補助率は大企業が3分の1以内、中小企業等が2分の1以内で、補助上限額は設定されていません。
造船事業者や舶用機器メーカーなど、今後の海事分野における脱炭素化・GXへの対応を検討している企業にとって、非常に重要な支援制度といえます。
申請受付期限は令和8年10月9日(金)正午までです。
申請にはjGrantsを利用するため、gBizIDプライムを取得していない場合は早めの準備をおすすめします。
ゼロエミッション船等の建造促進事業とは
本事業は、水素、アンモニア、LNG、メタノール及び電力(バッテリー)を推進エネルギー源とする船舶の国内生産体制を構築し、市場導入を促進することで、CO2排出量の削減と我が国の産業競争力強化・経済成長を図ることを目的としています。
特に今回の公募では、ゼロエミッション船等の建造に必要となる関連舶用機器等の生産設備や、これらを船舶に搭載するための艤装プラットフォーム等の整備が支援対象となっています。
補助対象となる主な設備
公募要領では、主に次のような設備が対象として示されています。
| 区分 | 主な対象設備 |
|---|---|
| 関連舶用機器等の生産設備 | エンジンの生産設備 |
| 関連舶用機器等の生産設備 | 燃料タンクの生産設備 |
| 関連舶用機器等の生産設備 | 燃料供給システムの生産設備 |
| 関連舶用機器等の生産設備 | 電気推進・燃料電池システムの生産設備 |
| 関連舶用機器等の生産設備 | 配管・ポンプ等のゼロエミッション船関連設備の生産設備 |
| 艤装設備 | エンジン、燃料タンク、燃料供給システム等を船舶へ搭載するための設備(艤装プラットフォーム等) |
設備機械装置の購入(改造等を含む。)が必須とされており、設備機械装置の購入を伴わない事業は補助対象外となります。

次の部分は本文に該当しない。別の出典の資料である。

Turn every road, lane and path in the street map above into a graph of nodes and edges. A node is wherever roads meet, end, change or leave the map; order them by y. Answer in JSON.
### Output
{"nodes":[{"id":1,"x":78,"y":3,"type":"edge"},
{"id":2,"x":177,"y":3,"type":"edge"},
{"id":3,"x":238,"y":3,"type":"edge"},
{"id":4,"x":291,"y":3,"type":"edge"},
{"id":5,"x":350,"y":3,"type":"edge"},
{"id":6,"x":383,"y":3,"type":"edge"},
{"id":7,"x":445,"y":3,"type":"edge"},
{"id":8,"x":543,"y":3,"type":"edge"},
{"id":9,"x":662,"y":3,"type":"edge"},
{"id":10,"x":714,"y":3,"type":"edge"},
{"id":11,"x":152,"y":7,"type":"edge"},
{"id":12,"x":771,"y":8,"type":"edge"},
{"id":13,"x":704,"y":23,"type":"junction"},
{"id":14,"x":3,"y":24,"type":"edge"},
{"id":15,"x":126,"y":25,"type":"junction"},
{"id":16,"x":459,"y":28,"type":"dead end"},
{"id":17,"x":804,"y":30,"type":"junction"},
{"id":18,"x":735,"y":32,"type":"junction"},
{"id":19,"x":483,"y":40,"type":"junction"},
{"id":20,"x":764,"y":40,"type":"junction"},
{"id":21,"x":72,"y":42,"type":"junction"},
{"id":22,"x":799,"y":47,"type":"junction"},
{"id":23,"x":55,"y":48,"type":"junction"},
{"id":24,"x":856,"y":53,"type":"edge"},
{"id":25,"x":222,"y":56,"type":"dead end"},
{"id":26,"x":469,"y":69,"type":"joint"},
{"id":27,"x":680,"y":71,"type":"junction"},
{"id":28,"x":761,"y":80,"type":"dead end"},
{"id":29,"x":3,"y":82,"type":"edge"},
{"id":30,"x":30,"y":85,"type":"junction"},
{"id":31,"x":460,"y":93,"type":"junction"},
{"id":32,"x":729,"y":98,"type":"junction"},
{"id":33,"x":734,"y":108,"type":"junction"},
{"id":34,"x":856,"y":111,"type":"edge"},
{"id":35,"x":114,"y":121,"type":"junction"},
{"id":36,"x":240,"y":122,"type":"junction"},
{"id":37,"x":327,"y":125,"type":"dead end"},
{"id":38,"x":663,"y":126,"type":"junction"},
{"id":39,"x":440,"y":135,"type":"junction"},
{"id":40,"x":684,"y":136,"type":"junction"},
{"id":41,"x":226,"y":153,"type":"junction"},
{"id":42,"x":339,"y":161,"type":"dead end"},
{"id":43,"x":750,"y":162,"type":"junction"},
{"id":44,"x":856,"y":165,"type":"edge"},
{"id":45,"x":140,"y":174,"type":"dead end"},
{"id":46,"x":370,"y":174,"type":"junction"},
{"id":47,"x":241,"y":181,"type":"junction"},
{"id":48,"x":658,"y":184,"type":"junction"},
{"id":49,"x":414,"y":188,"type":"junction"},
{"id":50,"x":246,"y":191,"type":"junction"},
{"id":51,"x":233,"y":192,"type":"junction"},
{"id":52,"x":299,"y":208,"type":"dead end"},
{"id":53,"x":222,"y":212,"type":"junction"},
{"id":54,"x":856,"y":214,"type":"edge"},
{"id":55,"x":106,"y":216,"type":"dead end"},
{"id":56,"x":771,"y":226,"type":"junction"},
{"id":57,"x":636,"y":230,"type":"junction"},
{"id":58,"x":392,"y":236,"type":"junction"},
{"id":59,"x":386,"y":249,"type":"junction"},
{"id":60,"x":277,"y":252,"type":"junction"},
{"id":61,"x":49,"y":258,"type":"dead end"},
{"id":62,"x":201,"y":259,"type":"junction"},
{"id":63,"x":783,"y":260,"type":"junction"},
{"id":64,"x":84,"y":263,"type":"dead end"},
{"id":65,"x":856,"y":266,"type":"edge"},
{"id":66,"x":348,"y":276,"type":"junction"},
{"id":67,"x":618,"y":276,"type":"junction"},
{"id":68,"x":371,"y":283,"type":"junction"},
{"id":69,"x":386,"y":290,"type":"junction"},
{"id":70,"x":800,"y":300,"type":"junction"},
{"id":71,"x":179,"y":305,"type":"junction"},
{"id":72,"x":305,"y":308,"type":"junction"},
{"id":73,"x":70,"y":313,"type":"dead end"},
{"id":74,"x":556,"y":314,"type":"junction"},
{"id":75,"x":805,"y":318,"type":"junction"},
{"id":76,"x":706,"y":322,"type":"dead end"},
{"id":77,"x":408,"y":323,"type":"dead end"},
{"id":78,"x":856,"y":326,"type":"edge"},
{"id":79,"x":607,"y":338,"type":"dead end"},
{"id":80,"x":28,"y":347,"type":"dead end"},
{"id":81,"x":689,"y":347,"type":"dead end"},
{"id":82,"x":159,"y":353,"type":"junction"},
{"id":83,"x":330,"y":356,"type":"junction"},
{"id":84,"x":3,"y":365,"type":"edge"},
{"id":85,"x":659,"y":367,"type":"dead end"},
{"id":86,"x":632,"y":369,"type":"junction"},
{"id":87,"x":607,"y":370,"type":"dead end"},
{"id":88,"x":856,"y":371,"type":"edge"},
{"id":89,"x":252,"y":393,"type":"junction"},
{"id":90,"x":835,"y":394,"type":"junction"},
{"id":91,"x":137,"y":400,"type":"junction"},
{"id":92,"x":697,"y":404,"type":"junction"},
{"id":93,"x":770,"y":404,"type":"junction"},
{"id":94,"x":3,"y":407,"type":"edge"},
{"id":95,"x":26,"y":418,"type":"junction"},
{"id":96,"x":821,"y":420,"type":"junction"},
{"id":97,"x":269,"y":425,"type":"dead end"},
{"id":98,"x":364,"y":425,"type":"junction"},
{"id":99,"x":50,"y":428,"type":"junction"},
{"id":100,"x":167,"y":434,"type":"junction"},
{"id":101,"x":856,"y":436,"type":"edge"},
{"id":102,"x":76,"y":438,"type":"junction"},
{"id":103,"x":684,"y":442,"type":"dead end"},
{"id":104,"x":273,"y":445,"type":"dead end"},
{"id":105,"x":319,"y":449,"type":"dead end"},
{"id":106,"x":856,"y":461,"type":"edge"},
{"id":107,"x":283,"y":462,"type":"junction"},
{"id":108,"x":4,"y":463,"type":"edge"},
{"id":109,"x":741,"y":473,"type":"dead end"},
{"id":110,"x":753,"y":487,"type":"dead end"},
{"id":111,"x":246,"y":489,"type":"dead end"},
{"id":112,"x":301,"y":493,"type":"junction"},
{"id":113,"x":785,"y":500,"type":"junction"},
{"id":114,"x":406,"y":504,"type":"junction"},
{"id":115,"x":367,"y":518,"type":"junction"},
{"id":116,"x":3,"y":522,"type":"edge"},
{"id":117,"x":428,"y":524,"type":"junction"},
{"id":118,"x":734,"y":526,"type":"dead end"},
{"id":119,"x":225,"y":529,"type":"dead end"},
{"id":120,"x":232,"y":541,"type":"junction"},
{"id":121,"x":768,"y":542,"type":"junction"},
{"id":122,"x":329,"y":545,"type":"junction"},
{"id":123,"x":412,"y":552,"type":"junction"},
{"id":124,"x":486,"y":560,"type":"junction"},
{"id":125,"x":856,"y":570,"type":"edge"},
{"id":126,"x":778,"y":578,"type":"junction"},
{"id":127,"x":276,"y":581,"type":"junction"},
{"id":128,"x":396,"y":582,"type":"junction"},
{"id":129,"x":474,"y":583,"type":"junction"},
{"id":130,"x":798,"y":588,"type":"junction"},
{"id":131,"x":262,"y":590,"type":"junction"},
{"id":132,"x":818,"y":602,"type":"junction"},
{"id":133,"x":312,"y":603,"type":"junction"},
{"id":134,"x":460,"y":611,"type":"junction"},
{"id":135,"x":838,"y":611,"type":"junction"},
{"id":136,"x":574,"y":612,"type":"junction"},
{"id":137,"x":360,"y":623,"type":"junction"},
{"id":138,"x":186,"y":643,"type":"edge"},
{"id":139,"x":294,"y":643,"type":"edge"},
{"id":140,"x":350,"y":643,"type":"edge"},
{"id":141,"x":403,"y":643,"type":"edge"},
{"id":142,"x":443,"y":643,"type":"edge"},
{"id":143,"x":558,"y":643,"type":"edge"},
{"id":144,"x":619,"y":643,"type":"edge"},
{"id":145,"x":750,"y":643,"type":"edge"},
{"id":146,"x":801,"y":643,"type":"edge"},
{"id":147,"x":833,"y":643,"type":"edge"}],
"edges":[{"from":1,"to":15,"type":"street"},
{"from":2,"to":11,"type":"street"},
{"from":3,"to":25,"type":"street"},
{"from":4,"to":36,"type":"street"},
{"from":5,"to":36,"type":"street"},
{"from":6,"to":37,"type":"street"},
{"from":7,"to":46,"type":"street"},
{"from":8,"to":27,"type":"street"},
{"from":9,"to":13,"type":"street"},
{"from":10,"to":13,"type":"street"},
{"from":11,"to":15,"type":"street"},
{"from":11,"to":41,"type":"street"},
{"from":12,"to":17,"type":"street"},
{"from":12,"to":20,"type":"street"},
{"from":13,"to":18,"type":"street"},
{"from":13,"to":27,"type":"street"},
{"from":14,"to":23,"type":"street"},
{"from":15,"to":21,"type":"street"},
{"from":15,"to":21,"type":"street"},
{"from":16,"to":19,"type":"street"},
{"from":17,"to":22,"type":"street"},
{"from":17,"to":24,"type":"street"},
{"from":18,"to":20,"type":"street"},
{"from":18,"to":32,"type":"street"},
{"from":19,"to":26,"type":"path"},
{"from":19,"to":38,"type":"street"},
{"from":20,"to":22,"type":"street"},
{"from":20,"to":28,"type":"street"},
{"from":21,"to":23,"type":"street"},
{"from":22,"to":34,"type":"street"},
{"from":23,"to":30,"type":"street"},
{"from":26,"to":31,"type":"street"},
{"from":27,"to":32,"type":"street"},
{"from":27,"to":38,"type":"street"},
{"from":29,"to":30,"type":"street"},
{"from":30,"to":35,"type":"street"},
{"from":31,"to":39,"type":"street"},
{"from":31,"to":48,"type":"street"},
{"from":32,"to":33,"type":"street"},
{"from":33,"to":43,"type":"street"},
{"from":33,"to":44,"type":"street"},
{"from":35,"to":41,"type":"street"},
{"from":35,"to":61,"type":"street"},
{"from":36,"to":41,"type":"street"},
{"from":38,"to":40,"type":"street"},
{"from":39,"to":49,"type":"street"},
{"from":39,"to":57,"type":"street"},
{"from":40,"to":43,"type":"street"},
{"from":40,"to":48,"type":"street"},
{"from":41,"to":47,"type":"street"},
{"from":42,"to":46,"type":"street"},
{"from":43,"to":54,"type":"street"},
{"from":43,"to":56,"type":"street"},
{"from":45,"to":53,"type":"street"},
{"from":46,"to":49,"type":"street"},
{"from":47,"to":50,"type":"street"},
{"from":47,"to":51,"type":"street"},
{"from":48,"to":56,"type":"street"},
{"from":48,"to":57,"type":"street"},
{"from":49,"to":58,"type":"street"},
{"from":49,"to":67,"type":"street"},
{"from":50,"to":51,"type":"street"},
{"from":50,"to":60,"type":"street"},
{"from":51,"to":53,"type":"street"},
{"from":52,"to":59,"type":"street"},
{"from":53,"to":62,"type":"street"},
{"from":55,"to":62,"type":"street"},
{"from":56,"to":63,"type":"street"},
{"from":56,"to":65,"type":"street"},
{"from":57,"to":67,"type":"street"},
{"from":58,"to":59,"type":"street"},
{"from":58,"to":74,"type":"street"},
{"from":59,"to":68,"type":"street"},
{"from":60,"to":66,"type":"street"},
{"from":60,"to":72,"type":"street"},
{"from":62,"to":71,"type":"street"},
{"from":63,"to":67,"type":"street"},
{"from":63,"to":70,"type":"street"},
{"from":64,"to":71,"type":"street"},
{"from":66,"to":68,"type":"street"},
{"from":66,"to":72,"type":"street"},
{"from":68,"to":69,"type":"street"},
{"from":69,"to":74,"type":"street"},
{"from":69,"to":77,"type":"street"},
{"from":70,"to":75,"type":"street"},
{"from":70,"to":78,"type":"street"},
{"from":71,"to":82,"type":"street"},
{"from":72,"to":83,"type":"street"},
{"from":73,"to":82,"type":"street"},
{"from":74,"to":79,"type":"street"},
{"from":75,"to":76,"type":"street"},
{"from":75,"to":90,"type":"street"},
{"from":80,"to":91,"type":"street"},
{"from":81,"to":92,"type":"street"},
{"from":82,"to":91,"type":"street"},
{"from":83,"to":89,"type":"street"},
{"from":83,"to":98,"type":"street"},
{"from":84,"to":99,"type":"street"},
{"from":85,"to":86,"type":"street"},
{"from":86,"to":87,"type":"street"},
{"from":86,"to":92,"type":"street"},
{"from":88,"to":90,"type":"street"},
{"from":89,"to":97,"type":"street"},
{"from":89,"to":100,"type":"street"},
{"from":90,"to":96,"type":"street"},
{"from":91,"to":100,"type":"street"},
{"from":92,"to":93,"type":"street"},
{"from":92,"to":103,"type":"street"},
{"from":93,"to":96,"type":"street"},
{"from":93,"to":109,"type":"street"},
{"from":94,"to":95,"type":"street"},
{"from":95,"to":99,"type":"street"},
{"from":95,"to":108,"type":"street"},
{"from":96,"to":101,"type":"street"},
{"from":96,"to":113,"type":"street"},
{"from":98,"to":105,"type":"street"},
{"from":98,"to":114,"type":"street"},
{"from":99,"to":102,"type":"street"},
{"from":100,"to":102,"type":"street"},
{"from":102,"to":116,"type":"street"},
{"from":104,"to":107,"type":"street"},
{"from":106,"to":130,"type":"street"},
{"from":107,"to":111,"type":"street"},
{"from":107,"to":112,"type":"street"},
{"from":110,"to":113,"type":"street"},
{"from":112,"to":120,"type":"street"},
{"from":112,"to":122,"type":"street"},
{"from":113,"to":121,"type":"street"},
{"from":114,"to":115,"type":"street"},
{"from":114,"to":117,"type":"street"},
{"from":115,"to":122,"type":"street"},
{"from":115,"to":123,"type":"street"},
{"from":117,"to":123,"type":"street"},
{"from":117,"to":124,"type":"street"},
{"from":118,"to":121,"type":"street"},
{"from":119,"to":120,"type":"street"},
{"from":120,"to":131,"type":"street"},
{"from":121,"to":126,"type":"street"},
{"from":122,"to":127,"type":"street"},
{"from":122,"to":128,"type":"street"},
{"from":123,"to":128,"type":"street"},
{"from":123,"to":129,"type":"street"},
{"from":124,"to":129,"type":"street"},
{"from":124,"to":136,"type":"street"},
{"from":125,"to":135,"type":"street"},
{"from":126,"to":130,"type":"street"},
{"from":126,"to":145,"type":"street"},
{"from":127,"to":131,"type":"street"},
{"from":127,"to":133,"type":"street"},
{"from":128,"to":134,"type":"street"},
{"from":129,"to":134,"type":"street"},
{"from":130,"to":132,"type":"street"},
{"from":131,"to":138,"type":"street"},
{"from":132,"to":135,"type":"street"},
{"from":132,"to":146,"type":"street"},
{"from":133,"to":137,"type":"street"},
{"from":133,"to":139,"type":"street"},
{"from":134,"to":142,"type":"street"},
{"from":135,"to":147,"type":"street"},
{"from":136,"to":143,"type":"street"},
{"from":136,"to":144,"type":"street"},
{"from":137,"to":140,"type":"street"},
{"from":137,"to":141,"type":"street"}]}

また、補助対象となる事業は、原則として日本標準産業分類に掲げる製造業の用に供される工場において実施される必要があります。
補助対象となる事業者
対象となるのは、公募要領に定められた各種要件を満たす大企業・中小企業等の法人です。
事業終了後も、取得した建物・設備等について責任をもって管理・運営できることが求められます。
また、国内において登記された法人であり、国内に事業実施場所を有していること、本事業を適切に実施する組織・人員・経営基盤等を有していることなども必要です。
中小企業の基準
| 業種 | 資本金・出資額 | 従業員数 |
|---|---|---|
| 製造業その他 | 3億円以下 | 300人以下 |
| 卸売業 | 1億円以下 | 100人以下 |
| 小売業 | 5,000万円以下 | 50人以下 |
| サービス業 | 5,000万円以下 | 100人以下 |
なお、大企業との資本関係等によっては、中小企業の規模に該当していても「大企業」として取り扱われる場合がありますので注意が必要です。
主な補助要件
本事業では、単に設備を導入するだけではなく、企業全体としてのGX・カーボンニュートラルへの取組が重視されています。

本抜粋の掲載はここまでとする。